O caso do Dr. Araken Britto

Era por volta das 5 horas da manhã, quando aconteceu o acidente que culminou com a morte do médico Araken Britto, nesta segunda-feira (24), na Avenida Senador Salgado Filho, nas imediações do Hospital Walfredo Gurgel, na Zona Leste de Natal. De acordo com informações da Polícia Civil, o condutor da carreta alegou que, ao atingir o médico, ele se desequilibrou e os pneus atingiram a cabeça e o tórax do oftalmologista, que morreu ainda no local, sem chances de socorro.
O motorista da carreta permaneceu no local, foi conduzido à delegacia para prestar depoimento e liberado em seguida. O teste do bafômetro não constatou ingestão de bebida alcoólica.
Durante toda segunda-feira, houve muita comoção e homenagens nas redes sociais. A Federação Norte-riograndense de Ciclismo manifestou “profunda tristeza” diante do caso e pediu agilidade em mudanças em prol da pacificação no trânsito.
“Nos deparamos, mais uma vez, com a notícia de um ciclista ceifado pela violência do trânsito em nossa cidade. Este trágico evento ressalta a urgência de uma reflexão coletiva sobre o respeito à vida e à convivência pacífica nas vias urbanas. Infelizmente, a cultura do desprezo pelas regras de trânsito e pela segurança dos ciclistas persiste”.

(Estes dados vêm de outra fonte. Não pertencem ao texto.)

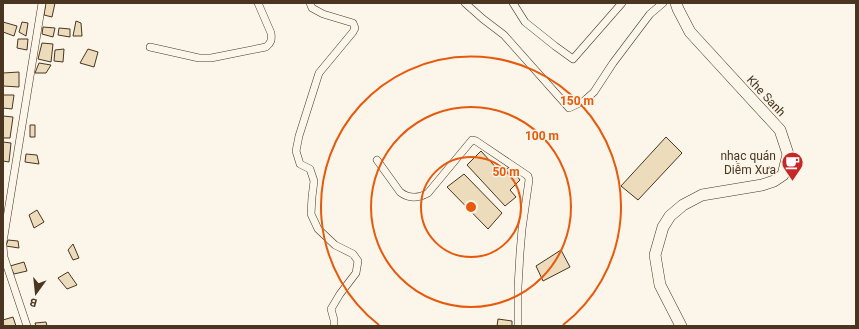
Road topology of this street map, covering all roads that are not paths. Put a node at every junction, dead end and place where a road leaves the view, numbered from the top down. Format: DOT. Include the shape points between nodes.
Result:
graph roads {
  1 [pos="42,3"];
  2 [pos="258,3"];
  3 [pos="310,3"];
  4 [pos="465,3"];
  5 [pos="513,3"];
  6 [pos="622,3"];
  7 [pos="663,3"];
  8 [pos="676,3"];
  9 [pos="150,47"];
  10 [pos="377,160"];
  11 [pos="3,242"];
  12 [pos="3,246"];
  13 [pos="27,326"];
  14 [pos="334,326"];
  15 [pos="518,326"];
  16 [pos="681,326"];
  1 -- 11 [label="street"];
  2 -- 9 [label="street" via="272,38 266,47 211,58 199,58"];
  3 -- 14 [label="street" via="312,8 323,14 353,23 355,28 319,73 296,151 300,164 310,169 314,181 311,214 318,229 335,245 353,254 358,261 356,273 332,310"];
  4 -- 7 [label="street" via="504,35 569,108 584,101 594,92 650,14"];
  5 -- 6 [label="street" via="525,22 573,59"];
  8 -- 16 [label="highway, Khe Sanh" via="690,32 780,130 788,154 783,174 774,181 702,195 683,205 670,216 663,227 655,255 660,284"];
  10 -- 15 [label="street" via="400,192 406,196 416,197 428,193 472,140 528,176 518,287"];
  12 -- 13 [label="street" via="4,257"];
}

“Faltam palavras para descrever a indignação e a dor que permeiam nossos corações diante de tais tragédias. É imperativo que expressemos nossa solidariedade à família e amigos da vítima, pois a perda de uma vida humana não é apenas uma estatística, mas uma ferida aberta na comunidade. (…) Que este triste episódio sirva como um chamado à ação, para que juntos possamos trabalhar em prol de uma sociedade que valoriza a vida e respeita o espaço de cada um”, disse representante da entidade em nota.
O fato também foi lamentado pelos colegas ciclistas, que exprimem a tristeza da recorrência desse tipo de acidente. “Infelizmente, a gente tem que passar por isso diariamente, né? De sair de bicicleta sem saber se vamos voltar para casa vivos, mesmo andando em locais exclusivos para bicicleta. Não foi acidente, foi assassinato! O sinistro de hoje mostra a brutalidade que é viver em Natal”, disse Daniel Souza, coordenador do Ciclo Comitê Popular.
“O que a gente pede é que as pessoas tenham um pouco mais de consciência, que as pessoas entendam que em cima de uma bicicleta vai uma vida, em cima da bicicleta vai um pai de família, vai uma mãe de família que está para ir para o seu trabalho, está fazendo seu lazer, como foi o caso do médico hoje de manhã”, completou.